[cfe-dev] Normalizing the AST across languages

Thu Oct 30 10:48:58 PDT 2008

On Oct 30, 2008, at 9:45 AM, Doug Gregor wrote:

> There are a few places in Clang where we build different AST nodes
> depending on which language we are parsing. I believe we should seek
> to eliminate those differences, so that clients only need to deal with
> one AST node per kind of entity.
>
> The most obvious example of what I'm talking about is the difference
> between RecordDecl and CXXRecordDecl. RecordDecl is used when we're
> parsing C, while CXXRecordDecl is used when we're parsing C++. Here's
> the chunk of code from Sema::ActOnTag that handles the allocation:
>
>    if (getLangOptions().CPlusPlus)
>      // FIXME: Look for a way to use RecordDecl for simple structs.
>      New = CXXRecordDecl::Create(Context, Kind, CurContext, Loc,  
> Name);
>    else
>      New = RecordDecl::Create(Context, Kind, CurContext, Loc, Name);
>
> The intent of CXXRecordDecl is clear: since C++ requires us to keep
> additional information about classes in the AST (which isn't needed in
> C), all that extra information goes into CXXRecordDecl so that we
> don't bloat the C compilation with unused data.  This means that
> compiling a C program as C++ uses different ASTs and requires more
> memory.

Right, this is something I asked Argiris to do.  The intent was for "C  
like" struct definitions in C++ to use the lighter weight RecordDecl  
when possible (which is what the fixme is about).

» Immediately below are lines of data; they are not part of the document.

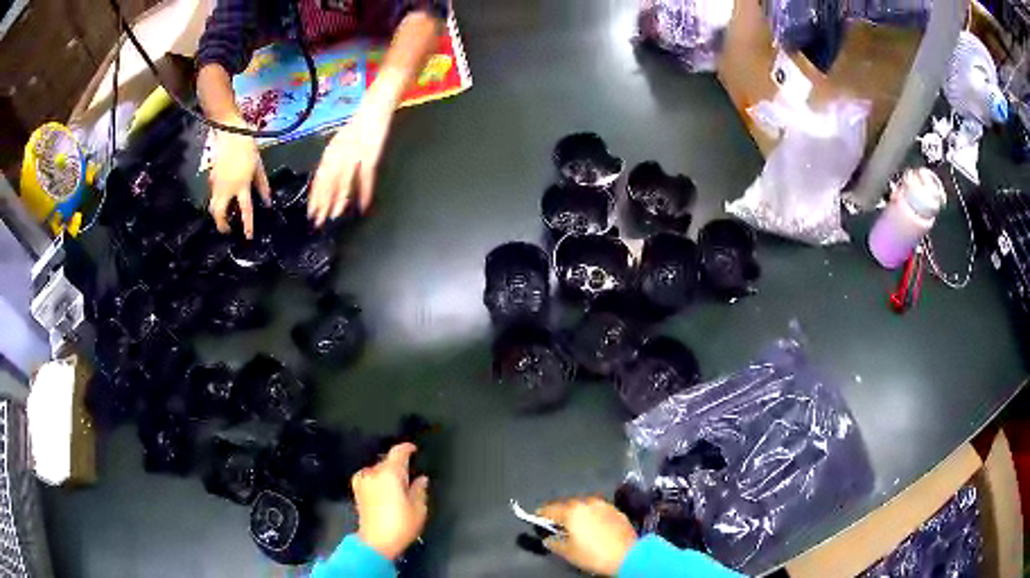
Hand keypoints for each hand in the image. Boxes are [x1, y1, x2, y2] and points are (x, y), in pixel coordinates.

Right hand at [208, 123, 270, 238]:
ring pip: (213, 207)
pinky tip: (222, 202)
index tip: (248, 237)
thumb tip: (267, 201)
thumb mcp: (258, 165)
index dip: (247, 225)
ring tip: (225, 219)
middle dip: (222, 225)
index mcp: (242, 184)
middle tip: (228, 230)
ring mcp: (216, 183)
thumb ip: (262, 184)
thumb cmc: (247, 146)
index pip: (245, 210)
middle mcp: (227, 188)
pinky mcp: (211, 178)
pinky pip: (212, 196)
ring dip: (217, 216)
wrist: (229, 131)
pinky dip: (216, 202)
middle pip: (219, 213)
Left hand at [308, 96, 394, 226]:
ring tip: (334, 216)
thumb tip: (330, 181)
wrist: (374, 107)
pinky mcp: (370, 155)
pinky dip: (365, 191)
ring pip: (343, 181)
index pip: (320, 178)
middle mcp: (339, 155)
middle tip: (318, 221)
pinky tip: (363, 205)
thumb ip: (336, 160)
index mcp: (331, 152)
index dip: (315, 196)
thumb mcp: (343, 143)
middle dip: (322, 203)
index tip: (311, 212)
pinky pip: (365, 176)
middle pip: (328, 182)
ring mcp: (354, 155)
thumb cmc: (360, 125)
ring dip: (338, 200)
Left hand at [352, 442, 428, 560]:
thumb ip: (419, 489)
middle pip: (387, 462)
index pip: (398, 452)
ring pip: (377, 470)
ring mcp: (363, 481)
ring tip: (396, 485)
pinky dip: (376, 479)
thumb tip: (421, 479)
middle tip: (410, 476)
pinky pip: (368, 477)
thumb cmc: (401, 524)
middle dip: (398, 466)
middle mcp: (374, 473)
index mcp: (390, 473)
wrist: (376, 542)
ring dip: (387, 473)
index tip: (414, 449)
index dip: (407, 448)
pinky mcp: (357, 491)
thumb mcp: (418, 508)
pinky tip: (382, 488)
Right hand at [538, 496, 637, 576]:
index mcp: (572, 511)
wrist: (628, 555)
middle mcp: (587, 503)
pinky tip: (591, 525)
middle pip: (567, 504)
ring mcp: (603, 505)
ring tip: (573, 524)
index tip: (537, 518)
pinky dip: (591, 514)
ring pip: (583, 505)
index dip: (541, 514)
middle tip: (555, 523)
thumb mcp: (568, 552)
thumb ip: (554, 542)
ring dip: (576, 512)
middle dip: (559, 512)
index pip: (550, 509)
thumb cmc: (594, 554)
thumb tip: (548, 538)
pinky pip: (597, 509)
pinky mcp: (615, 510)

> I don't think that's a desirable outcome, for several reasons:
>
>  (1) It's harder for AST clients to juggle two different kinds of AST
> nodes that represent the same thing. (And it'll get really hard if we
> start trying to deal with ASTs for multiple translation units, but
> that's way off in the future)

I'm not sure what you mean.  Consider base classes.  The intent here  
was for CXXRecordDecl to remain the same, but for RecordDecl to get  
something like this:

   unsigned getNumBases() const {
     if (const CXXRecordDecl *CXX = dyn_cast<CXXRecordDecl>(this))
       return CXX->getNumBases();
     return 0;
   }

This means that all *clients* should be able to use RecordDecl and  
never have to poke at CXXRecordDecl unless they want to.  With this  
approach, CXXRecordDecl is just a hidden implementation detail.

>  (2) We're not making the best use of our memory in C++: as the
> comment above says, we really want to use the smaller RecordDecl for
> simple classes in C++, but we don't know whether we'll have a simple
> class or not until we've parsed it. So our approach to reducing memory
> usage in C actually increases memory usage in C++. [*]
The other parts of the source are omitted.